Aim of the exercise:
Read through the records. Copy each line that has the word "street".

Dataset entries

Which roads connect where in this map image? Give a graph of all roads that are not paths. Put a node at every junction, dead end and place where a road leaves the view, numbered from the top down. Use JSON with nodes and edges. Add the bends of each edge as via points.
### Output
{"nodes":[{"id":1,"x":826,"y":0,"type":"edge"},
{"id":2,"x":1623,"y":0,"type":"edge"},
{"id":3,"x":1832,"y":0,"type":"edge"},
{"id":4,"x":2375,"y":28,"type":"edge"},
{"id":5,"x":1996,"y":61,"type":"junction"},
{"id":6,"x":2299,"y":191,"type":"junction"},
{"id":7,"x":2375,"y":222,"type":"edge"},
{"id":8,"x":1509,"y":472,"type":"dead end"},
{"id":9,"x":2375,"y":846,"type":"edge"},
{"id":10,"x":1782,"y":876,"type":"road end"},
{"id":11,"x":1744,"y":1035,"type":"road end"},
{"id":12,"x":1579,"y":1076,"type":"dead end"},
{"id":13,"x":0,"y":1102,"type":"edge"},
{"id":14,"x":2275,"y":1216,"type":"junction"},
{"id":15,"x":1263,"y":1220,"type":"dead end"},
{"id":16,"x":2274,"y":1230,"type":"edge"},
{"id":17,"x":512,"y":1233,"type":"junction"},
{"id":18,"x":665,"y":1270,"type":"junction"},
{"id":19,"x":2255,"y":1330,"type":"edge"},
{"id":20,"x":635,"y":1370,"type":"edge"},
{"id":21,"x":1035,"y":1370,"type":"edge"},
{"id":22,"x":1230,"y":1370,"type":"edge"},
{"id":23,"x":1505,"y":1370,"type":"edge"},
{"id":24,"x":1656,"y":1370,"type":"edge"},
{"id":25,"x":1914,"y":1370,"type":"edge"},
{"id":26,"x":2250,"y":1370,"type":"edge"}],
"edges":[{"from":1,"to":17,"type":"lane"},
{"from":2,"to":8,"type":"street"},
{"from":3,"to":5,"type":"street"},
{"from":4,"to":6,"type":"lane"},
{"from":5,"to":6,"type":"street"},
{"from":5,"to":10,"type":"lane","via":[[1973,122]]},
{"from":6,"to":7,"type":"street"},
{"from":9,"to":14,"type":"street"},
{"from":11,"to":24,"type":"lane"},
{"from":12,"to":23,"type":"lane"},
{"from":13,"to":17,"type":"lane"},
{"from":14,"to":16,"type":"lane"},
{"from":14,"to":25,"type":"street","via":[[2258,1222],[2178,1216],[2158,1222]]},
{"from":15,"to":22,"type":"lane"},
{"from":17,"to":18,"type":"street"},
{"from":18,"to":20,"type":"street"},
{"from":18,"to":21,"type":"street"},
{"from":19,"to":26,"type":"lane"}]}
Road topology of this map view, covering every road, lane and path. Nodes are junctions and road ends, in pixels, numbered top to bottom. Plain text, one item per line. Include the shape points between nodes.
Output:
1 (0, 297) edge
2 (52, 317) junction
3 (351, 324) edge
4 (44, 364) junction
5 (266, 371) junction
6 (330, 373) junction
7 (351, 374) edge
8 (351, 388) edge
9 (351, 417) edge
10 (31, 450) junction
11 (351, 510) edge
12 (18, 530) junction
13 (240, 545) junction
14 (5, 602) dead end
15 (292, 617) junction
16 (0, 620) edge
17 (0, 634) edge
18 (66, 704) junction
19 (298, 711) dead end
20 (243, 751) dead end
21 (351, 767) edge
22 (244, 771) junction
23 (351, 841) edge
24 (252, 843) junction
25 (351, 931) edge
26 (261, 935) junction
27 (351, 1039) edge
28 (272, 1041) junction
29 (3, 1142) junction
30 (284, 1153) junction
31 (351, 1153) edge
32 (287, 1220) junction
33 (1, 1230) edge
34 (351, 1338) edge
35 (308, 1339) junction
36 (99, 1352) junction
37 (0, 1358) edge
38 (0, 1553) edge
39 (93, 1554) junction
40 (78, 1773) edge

Output of the exercise:
{"from":2,"to":8,"type":"street"},
{"from":3,"to":5,"type":"street"},
{"from":5,"to":6,"type":"street"},
{"from":6,"to":7,"type":"street"},
{"from":9,"to":14,"type":"street"},
{"from":14,"to":25,"type":"street","via":[[2258,1222],[2178,1216],[2158,1222]]},
{"from":17,"to":18,"type":"street"},
{"from":18,"to":20,"type":"street"},
{"from":18,"to":21,"type":"street"},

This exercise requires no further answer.